While waiting in the reception room at the dentist, I overheard him talking to a patient in her 70’s. She was in tears. A tooth had broken apparently. He said, you need a root canal, a post, and a crown, it will cost $2,000. We could pull the tooth but you don’t have many teeth left. She said, I’m on Social Security and don’t have the money, then left with tears on her face. Maybe she will come back to have the work done – then eat dog food for months to pay for it. Or perhaps she will have it pulled, and eat with one less tooth.
In saner countries, this wouldn’t happen. She’d get the care she needs. In America, those without money get little or no health care, and this, for any number of reasons, is an abomination.
The dentist’s prices are about standard for the area. If she couldn’t afford him though, he should have told her where UCLA and USC dental clinics are so she could get it down cheaper or free. Isn’t the purpose of being an M.D. to help the patient?
In a way, he’s trapped by the system too. He has two offices, several staff, and probably tens of thousands in overhead and salaries each month. Plus he had new x-ray equipment this time. There’s no film, and it’s viewable in seconds on computer monitors anywhere in the office. Slick technology, but certainly not cheap. Hey, if he got sick and couldn’t work for a month, he could be in financial peril too.
The root problem is a greedhead system that mandates profit must come first. Everything else comes second, even people’s health and well-being.
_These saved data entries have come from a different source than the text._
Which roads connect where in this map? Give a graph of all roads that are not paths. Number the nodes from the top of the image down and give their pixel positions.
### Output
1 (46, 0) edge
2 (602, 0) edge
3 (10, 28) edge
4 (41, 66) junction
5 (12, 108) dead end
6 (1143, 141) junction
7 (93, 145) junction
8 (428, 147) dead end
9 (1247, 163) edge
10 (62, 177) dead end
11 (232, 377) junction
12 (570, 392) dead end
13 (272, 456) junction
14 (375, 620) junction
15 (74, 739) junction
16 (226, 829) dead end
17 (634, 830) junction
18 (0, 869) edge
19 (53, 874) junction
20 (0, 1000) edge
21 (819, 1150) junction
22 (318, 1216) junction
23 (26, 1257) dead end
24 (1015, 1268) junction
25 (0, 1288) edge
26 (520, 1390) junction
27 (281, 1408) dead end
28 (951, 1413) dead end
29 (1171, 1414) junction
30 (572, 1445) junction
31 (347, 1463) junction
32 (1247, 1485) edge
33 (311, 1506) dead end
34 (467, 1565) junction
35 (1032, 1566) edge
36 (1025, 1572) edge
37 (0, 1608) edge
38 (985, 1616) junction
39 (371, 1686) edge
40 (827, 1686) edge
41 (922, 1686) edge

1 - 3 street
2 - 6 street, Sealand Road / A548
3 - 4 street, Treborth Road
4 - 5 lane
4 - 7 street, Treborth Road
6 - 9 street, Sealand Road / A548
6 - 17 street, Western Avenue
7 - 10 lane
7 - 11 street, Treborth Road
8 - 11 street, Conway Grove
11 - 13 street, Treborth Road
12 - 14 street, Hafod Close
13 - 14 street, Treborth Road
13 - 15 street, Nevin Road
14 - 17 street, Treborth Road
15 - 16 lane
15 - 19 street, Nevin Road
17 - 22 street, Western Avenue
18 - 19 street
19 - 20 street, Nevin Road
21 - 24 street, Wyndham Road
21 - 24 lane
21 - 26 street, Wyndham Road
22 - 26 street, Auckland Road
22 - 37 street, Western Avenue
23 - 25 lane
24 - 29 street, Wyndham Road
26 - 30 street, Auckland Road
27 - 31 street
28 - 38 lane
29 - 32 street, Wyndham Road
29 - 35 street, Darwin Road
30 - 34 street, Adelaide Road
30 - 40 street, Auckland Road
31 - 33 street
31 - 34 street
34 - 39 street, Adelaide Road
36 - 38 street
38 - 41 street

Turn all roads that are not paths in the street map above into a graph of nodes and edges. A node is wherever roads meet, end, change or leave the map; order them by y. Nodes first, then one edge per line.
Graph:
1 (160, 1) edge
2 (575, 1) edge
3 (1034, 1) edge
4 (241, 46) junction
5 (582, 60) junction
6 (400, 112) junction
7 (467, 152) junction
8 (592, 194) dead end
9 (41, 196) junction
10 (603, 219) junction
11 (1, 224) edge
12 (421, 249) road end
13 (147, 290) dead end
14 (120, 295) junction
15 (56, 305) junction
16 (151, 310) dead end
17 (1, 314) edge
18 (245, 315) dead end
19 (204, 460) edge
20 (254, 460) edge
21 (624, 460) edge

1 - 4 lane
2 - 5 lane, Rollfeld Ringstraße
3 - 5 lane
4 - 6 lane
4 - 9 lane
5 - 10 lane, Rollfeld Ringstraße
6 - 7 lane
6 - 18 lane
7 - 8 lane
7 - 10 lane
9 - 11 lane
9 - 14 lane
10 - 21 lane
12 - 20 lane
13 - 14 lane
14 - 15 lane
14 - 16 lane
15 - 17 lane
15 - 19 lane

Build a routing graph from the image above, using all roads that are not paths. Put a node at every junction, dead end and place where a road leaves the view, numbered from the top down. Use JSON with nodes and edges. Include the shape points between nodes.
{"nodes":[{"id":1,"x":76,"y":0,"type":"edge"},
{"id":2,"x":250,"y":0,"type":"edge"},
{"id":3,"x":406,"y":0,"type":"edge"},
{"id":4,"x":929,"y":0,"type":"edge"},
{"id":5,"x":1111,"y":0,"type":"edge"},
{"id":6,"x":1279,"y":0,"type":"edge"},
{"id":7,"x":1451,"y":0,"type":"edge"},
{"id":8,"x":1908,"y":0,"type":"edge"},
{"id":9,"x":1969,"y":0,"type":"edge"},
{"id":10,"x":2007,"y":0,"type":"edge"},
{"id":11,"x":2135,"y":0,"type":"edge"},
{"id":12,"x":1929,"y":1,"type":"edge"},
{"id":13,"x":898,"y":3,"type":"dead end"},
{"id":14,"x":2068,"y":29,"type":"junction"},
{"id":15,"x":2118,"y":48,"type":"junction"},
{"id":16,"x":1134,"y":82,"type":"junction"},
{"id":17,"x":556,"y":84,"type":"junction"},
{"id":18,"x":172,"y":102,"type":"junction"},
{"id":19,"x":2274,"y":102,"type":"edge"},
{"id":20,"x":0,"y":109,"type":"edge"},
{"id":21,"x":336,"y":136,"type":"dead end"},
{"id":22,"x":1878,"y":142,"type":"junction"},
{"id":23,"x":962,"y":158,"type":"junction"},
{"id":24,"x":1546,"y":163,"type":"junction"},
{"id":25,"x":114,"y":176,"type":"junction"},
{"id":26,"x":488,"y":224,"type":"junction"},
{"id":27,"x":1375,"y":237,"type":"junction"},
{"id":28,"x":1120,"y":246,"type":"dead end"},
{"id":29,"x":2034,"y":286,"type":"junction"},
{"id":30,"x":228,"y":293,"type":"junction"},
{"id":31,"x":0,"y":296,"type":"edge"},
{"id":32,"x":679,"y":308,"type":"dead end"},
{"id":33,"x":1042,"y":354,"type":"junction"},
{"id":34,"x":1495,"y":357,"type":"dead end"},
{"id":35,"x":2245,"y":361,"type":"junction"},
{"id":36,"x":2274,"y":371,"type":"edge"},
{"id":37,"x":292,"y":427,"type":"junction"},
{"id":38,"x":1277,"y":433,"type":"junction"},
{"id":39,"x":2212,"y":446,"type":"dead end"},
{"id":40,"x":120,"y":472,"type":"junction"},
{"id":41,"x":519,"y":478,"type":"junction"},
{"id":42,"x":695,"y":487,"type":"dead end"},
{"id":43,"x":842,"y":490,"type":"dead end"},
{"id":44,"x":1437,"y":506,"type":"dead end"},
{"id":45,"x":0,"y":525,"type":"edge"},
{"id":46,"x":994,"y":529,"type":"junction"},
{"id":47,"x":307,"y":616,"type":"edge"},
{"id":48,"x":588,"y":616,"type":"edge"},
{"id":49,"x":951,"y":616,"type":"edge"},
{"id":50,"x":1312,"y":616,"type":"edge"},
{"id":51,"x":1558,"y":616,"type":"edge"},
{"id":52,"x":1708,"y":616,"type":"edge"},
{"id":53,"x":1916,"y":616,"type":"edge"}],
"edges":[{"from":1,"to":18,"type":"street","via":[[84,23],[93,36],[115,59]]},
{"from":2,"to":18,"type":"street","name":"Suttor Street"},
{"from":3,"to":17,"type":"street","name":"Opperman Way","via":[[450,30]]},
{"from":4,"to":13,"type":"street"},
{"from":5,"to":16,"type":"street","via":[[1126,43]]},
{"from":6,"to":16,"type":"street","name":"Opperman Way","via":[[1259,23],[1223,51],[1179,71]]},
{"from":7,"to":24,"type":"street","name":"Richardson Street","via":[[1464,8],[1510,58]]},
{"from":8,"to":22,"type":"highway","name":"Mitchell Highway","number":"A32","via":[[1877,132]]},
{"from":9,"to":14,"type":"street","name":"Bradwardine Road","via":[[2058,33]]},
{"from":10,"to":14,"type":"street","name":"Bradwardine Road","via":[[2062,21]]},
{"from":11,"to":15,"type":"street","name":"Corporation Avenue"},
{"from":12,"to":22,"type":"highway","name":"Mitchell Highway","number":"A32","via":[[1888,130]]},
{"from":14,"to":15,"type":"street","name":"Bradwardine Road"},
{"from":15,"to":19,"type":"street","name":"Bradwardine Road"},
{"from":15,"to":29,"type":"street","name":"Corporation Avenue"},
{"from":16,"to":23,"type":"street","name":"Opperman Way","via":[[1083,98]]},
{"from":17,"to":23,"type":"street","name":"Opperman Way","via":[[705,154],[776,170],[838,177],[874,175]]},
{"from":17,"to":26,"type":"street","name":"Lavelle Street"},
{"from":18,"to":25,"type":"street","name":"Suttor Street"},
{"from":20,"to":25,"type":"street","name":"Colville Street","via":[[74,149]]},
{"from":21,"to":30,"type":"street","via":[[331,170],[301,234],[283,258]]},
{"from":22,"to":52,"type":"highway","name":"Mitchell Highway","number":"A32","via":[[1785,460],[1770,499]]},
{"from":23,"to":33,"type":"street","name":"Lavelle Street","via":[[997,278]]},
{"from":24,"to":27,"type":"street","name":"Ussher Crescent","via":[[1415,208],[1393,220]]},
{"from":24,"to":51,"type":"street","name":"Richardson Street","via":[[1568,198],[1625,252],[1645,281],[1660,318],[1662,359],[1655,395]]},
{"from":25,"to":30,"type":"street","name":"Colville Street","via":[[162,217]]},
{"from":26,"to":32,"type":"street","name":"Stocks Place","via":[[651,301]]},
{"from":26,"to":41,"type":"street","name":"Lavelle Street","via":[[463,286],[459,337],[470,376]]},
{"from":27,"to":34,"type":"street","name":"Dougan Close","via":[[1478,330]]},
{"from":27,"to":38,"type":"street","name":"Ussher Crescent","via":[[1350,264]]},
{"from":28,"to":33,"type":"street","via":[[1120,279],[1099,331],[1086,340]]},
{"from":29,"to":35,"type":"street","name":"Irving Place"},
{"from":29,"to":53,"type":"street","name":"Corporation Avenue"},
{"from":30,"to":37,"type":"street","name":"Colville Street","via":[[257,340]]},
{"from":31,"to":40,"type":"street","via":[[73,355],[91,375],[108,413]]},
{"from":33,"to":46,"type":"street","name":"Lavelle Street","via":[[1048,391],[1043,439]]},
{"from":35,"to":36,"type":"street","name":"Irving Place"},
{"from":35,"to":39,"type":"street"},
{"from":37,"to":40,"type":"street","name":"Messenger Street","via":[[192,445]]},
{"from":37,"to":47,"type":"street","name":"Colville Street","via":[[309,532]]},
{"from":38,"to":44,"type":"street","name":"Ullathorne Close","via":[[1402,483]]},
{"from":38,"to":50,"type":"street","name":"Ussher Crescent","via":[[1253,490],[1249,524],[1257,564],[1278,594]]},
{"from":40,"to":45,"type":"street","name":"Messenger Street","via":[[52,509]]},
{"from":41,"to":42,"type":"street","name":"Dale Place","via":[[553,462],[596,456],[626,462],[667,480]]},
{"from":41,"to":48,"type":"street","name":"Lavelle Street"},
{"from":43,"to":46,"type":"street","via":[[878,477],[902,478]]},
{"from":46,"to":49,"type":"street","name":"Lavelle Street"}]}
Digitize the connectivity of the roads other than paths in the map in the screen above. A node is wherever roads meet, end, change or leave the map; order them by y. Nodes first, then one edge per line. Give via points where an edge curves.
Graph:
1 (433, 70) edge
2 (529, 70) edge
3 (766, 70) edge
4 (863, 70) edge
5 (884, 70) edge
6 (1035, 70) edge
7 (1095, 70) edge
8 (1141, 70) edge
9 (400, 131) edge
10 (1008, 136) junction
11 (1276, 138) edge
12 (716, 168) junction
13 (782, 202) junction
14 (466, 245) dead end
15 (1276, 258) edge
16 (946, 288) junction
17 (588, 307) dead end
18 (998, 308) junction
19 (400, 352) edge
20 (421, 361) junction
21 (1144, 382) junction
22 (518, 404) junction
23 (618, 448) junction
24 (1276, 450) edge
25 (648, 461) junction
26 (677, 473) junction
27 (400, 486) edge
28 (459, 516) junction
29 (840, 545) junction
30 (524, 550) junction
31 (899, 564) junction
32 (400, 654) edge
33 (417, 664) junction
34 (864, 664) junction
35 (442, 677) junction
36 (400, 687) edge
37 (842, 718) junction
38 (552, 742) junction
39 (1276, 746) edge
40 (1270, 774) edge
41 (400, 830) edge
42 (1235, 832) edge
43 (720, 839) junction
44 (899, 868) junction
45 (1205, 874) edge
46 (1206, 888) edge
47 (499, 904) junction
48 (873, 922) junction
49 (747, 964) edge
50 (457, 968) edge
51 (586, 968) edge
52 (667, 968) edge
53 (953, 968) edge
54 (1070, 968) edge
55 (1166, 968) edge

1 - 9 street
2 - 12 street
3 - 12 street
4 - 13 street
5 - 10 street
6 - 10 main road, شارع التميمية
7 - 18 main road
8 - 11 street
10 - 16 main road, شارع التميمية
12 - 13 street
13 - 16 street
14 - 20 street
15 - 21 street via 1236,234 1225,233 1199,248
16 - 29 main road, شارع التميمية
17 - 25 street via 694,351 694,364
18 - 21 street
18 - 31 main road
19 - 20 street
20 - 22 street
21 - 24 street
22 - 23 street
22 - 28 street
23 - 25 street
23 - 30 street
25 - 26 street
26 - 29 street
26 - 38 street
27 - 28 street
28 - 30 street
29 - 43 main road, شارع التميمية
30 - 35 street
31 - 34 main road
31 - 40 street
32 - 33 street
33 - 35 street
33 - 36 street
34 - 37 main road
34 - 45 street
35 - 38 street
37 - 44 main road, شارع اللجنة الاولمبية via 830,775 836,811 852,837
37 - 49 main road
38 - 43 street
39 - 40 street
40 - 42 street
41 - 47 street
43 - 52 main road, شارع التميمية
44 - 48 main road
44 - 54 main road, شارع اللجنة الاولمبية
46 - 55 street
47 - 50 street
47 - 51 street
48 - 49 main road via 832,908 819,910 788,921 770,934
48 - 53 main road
In Cuba, she would have the tooth fixed for free. If tiny, impoverished Cuba can afford free, quality medical care for all its citizens, so can the US. It’s just a matter of priorities, isn’t it?
Affordable health care should be available to all. A women in her 70’s shouldn’t be reduced to tears because she can’t afford to have a tooth fixed, this being just a minor example of a malfunctioning health system.
A friend died recently of cancer. Even though he was a union member and had excellent health benefits, his friends, including a registered nurse, had to battle hard so his final days in the hospital could be with dignity. One of his closest friends was with him when he passed in the hospital, and this is as it should be.
If he hadn’t had that union health plan, I shudder to think what his final days would have been like. Rather than attack unions because they have health plans, the better plan would be for everyone to have low-cost, competent health care. The US has a highly effective and well-maintained system of free interstate highways. It’s time we did the same for health care too.